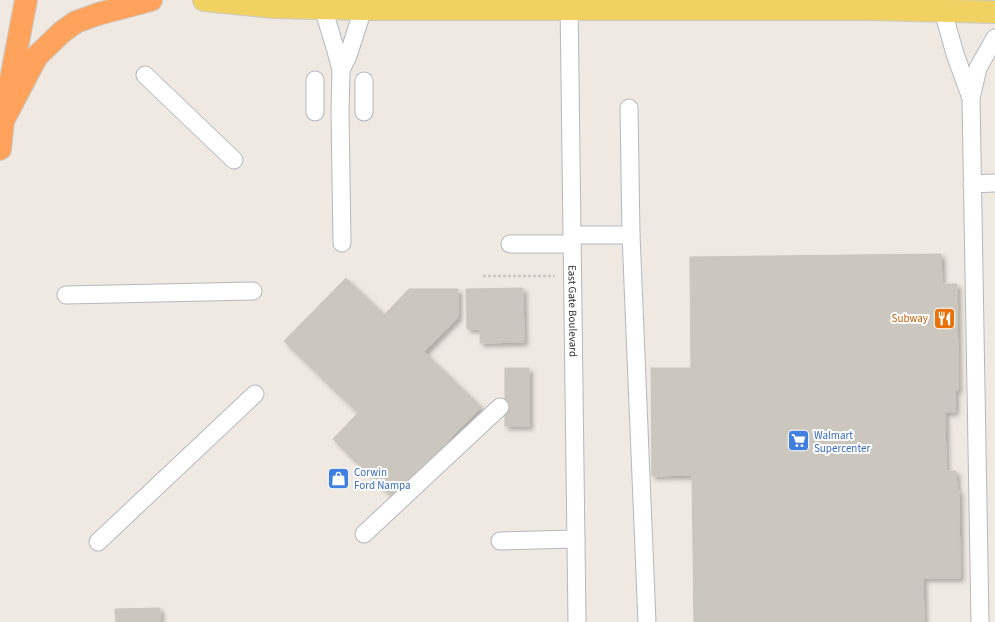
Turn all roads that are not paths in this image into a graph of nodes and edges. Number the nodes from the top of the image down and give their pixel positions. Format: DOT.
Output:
graph roads {
  1 [pos="26,0"];
  2 [pos="151,0"];
  3 [pos="204,0"];
  4 [pos="569,5"];
  5 [pos="956,7"];
  6 [pos="323,8"];
  7 [pos="363,9"];
  8 [pos="995,12"];
  9 [pos="995,38"];
  10 [pos="341,70"];
  11 [pos="144,75"];
  12 [pos="315,80"];
  13 [pos="364,81"];
  14 [pos="971,98"];
  15 [pos="629,108"];
  16 [pos="315,112"];
  17 [pos="364,112"];
  18 [pos="3,121"];
  19 [pos="0,150"];
  20 [pos="234,160"];
  21 [pos="995,183"];
  22 [pos="972,184"];
  23 [pos="631,235"];
  24 [pos="572,240"];
  25 [pos="342,243"];
  26 [pos="510,244"];
  27 [pos="253,291"];
  28 [pos="66,295"];
  29 [pos="255,394"];
  30 [pos="500,407"];
  31 [pos="364,534"];
  32 [pos="576,539"];
  33 [pos="500,541"];
  34 [pos="98,542"];
  35 [pos="577,622"];
  36 [pos="647,622"];
  37 [pos="980,622"];
  1 -- 18 [label="highway"];
  2 -- 18 [label="highway"];
  3 -- 6 [label="main road"];
  4 -- 5 [label="main road"];
  4 -- 7 [label="main road"];
  4 -- 24 [label="street, East Gate Boulevard"];
  5 -- 8 [label="main road"];
  5 -- 14 [label="street"];
  6 -- 7 [label="main road"];
  6 -- 10 [label="street"];
  7 -- 10 [label="street"];
  9 -- 14 [label="street"];
  10 -- 25 [label="street"];
  11 -- 20 [label="street"];
  12 -- 16 [label="street"];
  13 -- 17 [label="street"];
  14 -- 22 [label="street"];
  15 -- 23 [label="street"];
  18 -- 19 [label="highway"];
  21 -- 22 [label="street"];
  22 -- 37 [label="street"];
  23 -- 24 [label="street"];
  23 -- 36 [label="street"];
  24 -- 26 [label="street"];
  24 -- 32 [label="street, East Gate Boulevard"];
  27 -- 28 [label="street"];
  29 -- 34 [label="street"];
  30 -- 31 [label="street"];
  32 -- 33 [label="street"];
  32 -- 35 [label="street, East Gate Boulevard"];
}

════════════════

■ **Task description**:
Write out each entry exactly; any pictures stay out of the copy.

■ **Task solution**:
Turn all roads that are not paths in this image into a graph of nodes and edges. Number the nodes from the top of the image down and give their pixel positions. Format: DOT.
Output:
graph roads {
  1 [pos="26,0"];
  2 [pos="151,0"];
  3 [pos="204,0"];
  4 [pos="569,5"];
  5 [pos="956,7"];
  6 [pos="323,8"];
  7 [pos="363,9"];
  8 [pos="995,12"];
  9 [pos="995,38"];
  10 [pos="341,70"];
  11 [pos="144,75"];
  12 [pos="315,80"];
  13 [pos="364,81"];
  14 [pos="971,98"];
  15 [pos="629,108"];
  16 [pos="315,112"];
  17 [pos="364,112"];
  18 [pos="3,121"];
  19 [pos="0,150"];
  20 [pos="234,160"];
  21 [pos="995,183"];
  22 [pos="972,184"];
  23 [pos="631,235"];
  24 [pos="572,240"];
  25 [pos="342,243"];
  26 [pos="510,244"];
  27 [pos="253,291"];
  28 [pos="66,295"];
  29 [pos="255,394"];
  30 [pos="500,407"];
  31 [pos="364,534"];
  32 [pos="576,539"];
  33 [pos="500,541"];
  34 [pos="98,542"];
  35 [pos="577,622"];
  36 [pos="647,622"];
  37 [pos="980,622"];
  1 -- 18 [label="highway"];
  2 -- 18 [label="highway"];
  3 -- 6 [label="main road"];
  4 -- 5 [label="main road"];
  4 -- 7 [label="main road"];
  4 -- 24 [label="street, East Gate Boulevard"];
  5 -- 8 [label="main road"];
  5 -- 14 [label="street"];
  6 -- 7 [label="main road"];
  6 -- 10 [label="street"];
  7 -- 10 [label="street"];
  9 -- 14 [label="street"];
  10 -- 25 [label="street"];
  11 -- 20 [label="street"];
  12 -- 16 [label="street"];
  13 -- 17 [label="street"];
  14 -- 22 [label="street"];
  15 -- 23 [label="street"];
  18 -- 19 [label="highway"];
  21 -- 22 [label="street"];
  22 -- 37 [label="street"];
  23 -- 24 [label="street"];
  23 -- 36 [label="street"];
  24 -- 26 [label="street"];
  24 -- 32 [label="street, East Gate Boulevard"];
  27 -- 28 [label="street"];
  29 -- 34 [label="street"];
  30 -- 31 [label="street"];
  32 -- 33 [label="street"];
  32 -- 35 [label="street, East Gate Boulevard"];
}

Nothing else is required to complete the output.